Collected data
:::
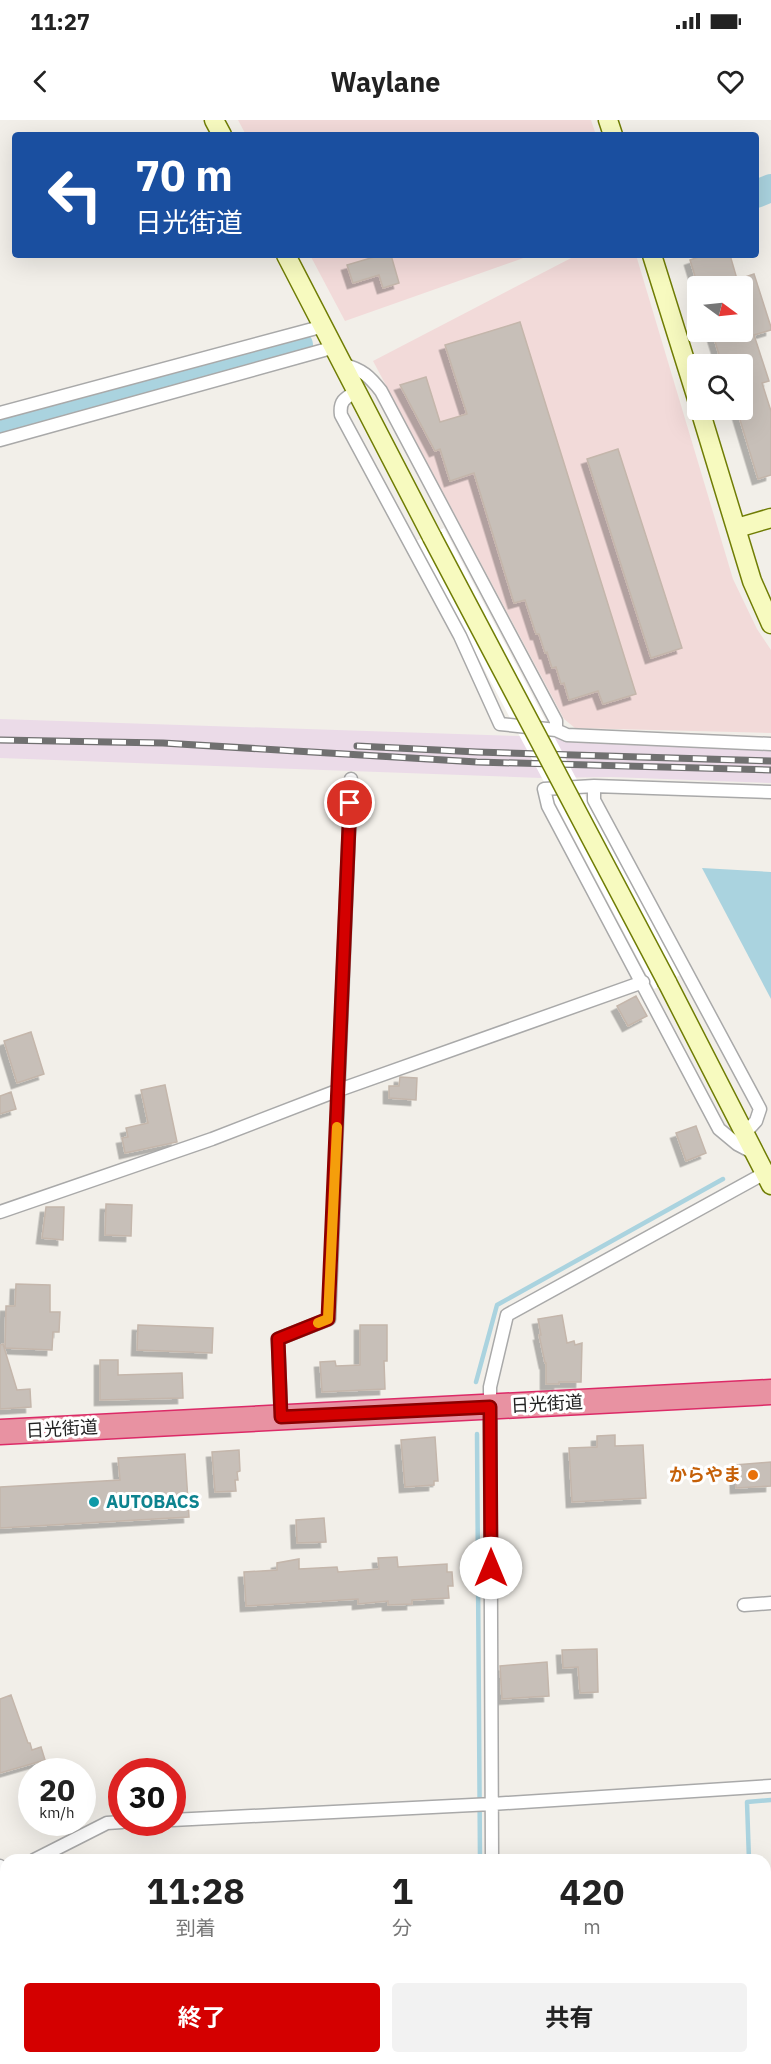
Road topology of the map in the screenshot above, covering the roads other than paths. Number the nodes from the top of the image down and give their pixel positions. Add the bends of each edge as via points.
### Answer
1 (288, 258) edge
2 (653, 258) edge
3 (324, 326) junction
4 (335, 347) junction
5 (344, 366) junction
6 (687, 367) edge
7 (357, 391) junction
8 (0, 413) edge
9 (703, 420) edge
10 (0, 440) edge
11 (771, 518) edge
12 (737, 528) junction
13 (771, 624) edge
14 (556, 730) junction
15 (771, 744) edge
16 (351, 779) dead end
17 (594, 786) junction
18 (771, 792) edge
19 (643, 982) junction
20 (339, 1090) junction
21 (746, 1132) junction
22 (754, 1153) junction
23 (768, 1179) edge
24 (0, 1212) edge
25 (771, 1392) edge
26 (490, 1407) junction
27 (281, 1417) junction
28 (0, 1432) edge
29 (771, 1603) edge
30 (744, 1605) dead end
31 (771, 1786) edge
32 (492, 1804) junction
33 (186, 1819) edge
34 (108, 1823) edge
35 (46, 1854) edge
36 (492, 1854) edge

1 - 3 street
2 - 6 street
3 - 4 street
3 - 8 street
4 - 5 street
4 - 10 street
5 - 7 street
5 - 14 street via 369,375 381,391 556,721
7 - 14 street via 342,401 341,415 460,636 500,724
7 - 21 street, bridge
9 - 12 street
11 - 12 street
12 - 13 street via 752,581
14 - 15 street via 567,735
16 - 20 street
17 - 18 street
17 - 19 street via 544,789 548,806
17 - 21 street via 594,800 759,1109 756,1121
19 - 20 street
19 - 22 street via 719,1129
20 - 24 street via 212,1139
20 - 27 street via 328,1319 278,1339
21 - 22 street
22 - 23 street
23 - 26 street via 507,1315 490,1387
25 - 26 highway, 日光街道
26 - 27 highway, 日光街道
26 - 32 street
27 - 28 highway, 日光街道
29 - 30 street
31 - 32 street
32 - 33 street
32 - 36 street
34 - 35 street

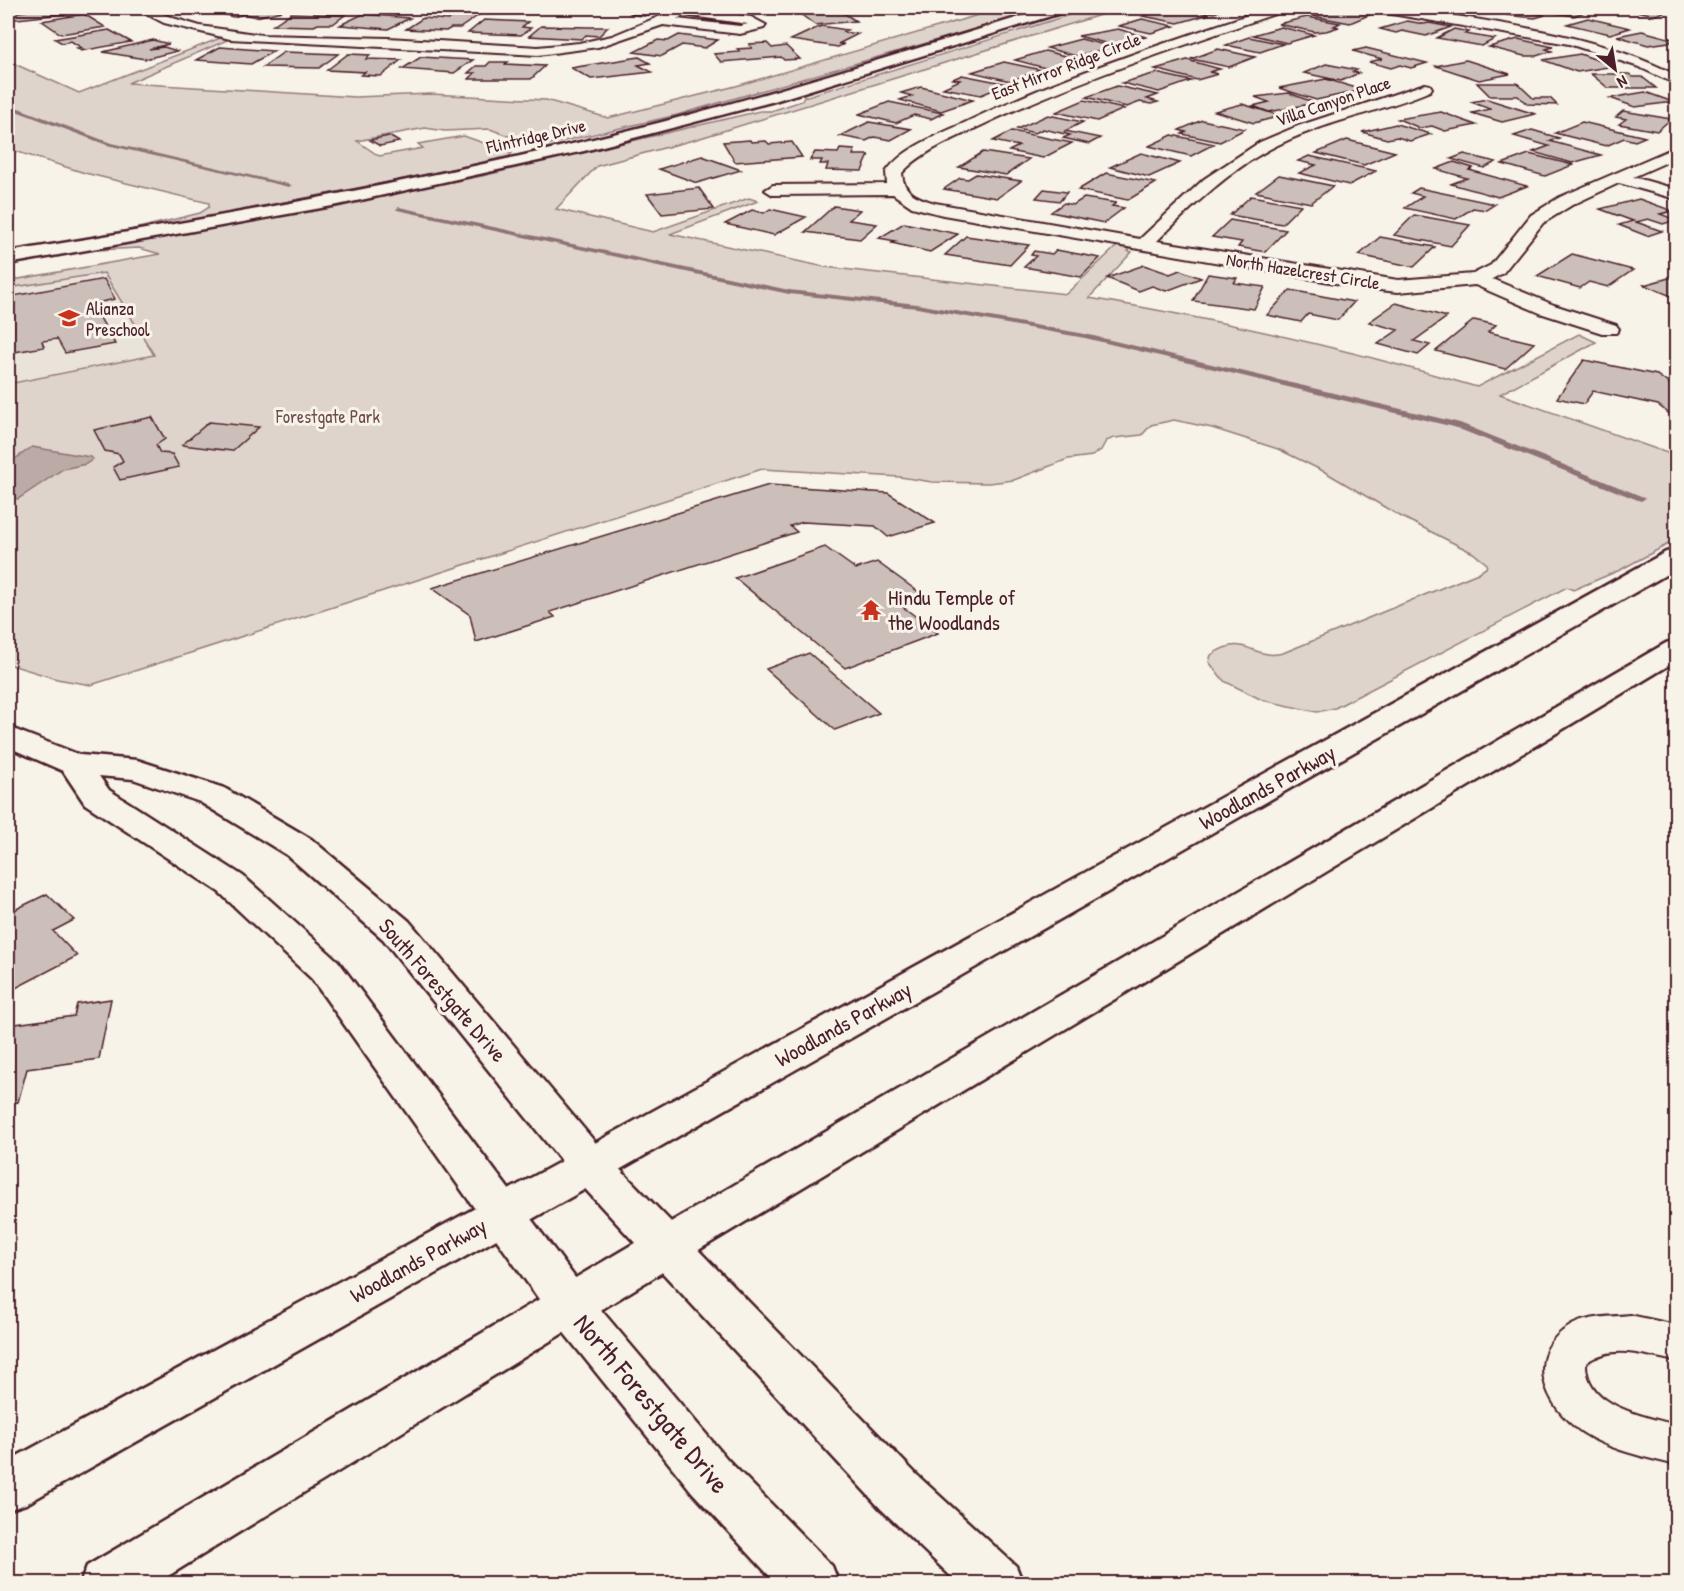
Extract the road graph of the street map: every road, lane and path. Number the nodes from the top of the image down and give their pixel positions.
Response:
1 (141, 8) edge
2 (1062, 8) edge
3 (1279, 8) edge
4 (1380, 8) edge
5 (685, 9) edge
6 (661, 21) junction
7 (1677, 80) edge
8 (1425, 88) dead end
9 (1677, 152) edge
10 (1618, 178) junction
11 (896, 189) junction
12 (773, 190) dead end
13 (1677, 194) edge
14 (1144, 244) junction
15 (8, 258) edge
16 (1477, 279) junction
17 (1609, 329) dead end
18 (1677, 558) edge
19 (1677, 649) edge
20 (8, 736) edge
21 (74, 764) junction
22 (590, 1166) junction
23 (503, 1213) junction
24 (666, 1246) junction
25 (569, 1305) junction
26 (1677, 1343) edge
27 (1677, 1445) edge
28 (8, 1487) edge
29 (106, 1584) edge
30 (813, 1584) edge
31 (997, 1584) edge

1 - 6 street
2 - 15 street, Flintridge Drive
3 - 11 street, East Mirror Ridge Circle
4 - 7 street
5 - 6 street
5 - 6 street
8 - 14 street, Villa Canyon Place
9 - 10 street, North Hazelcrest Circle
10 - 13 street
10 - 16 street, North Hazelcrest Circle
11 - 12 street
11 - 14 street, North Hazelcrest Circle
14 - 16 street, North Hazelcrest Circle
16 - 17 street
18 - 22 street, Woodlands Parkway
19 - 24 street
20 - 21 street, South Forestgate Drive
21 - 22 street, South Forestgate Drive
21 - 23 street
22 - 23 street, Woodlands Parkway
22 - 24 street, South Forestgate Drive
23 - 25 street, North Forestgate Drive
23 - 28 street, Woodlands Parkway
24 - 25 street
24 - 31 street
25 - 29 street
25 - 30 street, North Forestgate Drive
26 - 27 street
:::
Return all the data exactly, pictures omitted.

Output for this task »
Road topology of the map in the screenshot above, covering the roads other than paths. Number the nodes from the top of the image down and give their pixel positions. Add the bends of each edge as via points.
### Answer
1 (288, 258) edge
2 (653, 258) edge
3 (324, 326) junction
4 (335, 347) junction
5 (344, 366) junction
6 (687, 367) edge
7 (357, 391) junction
8 (0, 413) edge
9 (703, 420) edge
10 (0, 440) edge
11 (771, 518) edge
12 (737, 528) junction
13 (771, 624) edge
14 (556, 730) junction
15 (771, 744) edge
16 (351, 779) dead end
17 (594, 786) junction
18 (771, 792) edge
19 (643, 982) junction
20 (339, 1090) junction
21 (746, 1132) junction
22 (754, 1153) junction
23 (768, 1179) edge
24 (0, 1212) edge
25 (771, 1392) edge
26 (490, 1407) junction
27 (281, 1417) junction
28 (0, 1432) edge
29 (771, 1603) edge
30 (744, 1605) dead end
31 (771, 1786) edge
32 (492, 1804) junction
33 (186, 1819) edge
34 (108, 1823) edge
35 (46, 1854) edge
36 (492, 1854) edge

1 - 3 street
2 - 6 street
3 - 4 street
3 - 8 street
4 - 5 street
4 - 10 street
5 - 7 street
5 - 14 street via 369,375 381,391 556,721
7 - 14 street via 342,401 341,415 460,636 500,724
7 - 21 street, bridge
9 - 12 street
11 - 12 street
12 - 13 street via 752,581
14 - 15 street via 567,735
16 - 20 street
17 - 18 street
17 - 19 street via 544,789 548,806
17 - 21 street via 594,800 759,1109 756,1121
19 - 20 street
19 - 22 street via 719,1129
20 - 24 street via 212,1139
20 - 27 street via 328,1319 278,1339
21 - 22 street
22 - 23 street
23 - 26 street via 507,1315 490,1387
25 - 26 highway, 日光街道
26 - 27 highway, 日光街道
26 - 32 street
27 - 28 highway, 日光街道
29 - 30 street
31 - 32 street
32 - 33 street
32 - 36 street
34 - 35 street

Extract the road graph of the street map: every road, lane and path. Number the nodes from the top of the image down and give their pixel positions.
Response:
1 (141, 8) edge
2 (1062, 8) edge
3 (1279, 8) edge
4 (1380, 8) edge
5 (685, 9) edge
6 (661, 21) junction
7 (1677, 80) edge
8 (1425, 88) dead end
9 (1677, 152) edge
10 (1618, 178) junction
11 (896, 189) junction
12 (773, 190) dead end
13 (1677, 194) edge
14 (1144, 244) junction
15 (8, 258) edge
16 (1477, 279) junction
17 (1609, 329) dead end
18 (1677, 558) edge
19 (1677, 649) edge
20 (8, 736) edge
21 (74, 764) junction
22 (590, 1166) junction
23 (503, 1213) junction
24 (666, 1246) junction
25 (569, 1305) junction
26 (1677, 1343) edge
27 (1677, 1445) edge
28 (8, 1487) edge
29 (106, 1584) edge
30 (813, 1584) edge
31 (997, 1584) edge

1 - 6 street
2 - 15 street, Flintridge Drive
3 - 11 street, East Mirror Ridge Circle
4 - 7 street
5 - 6 street
5 - 6 street
8 - 14 street, Villa Canyon Place
9 - 10 street, North Hazelcrest Circle
10 - 13 street
10 - 16 street, North Hazelcrest Circle
11 - 12 street
11 - 14 street, North Hazelcrest Circle
14 - 16 street, North Hazelcrest Circle
16 - 17 street
18 - 22 street, Woodlands Parkway
19 - 24 street
20 - 21 street, South Forestgate Drive
21 - 22 street, South Forestgate Drive
21 - 23 street
22 - 23 street, Woodlands Parkway
22 - 24 street, South Forestgate Drive
23 - 25 street, North Forestgate Drive
23 - 28 street, Woodlands Parkway
24 - 25 street
24 - 31 street
25 - 29 street
25 - 30 street, North Forestgate Drive
26 - 27 street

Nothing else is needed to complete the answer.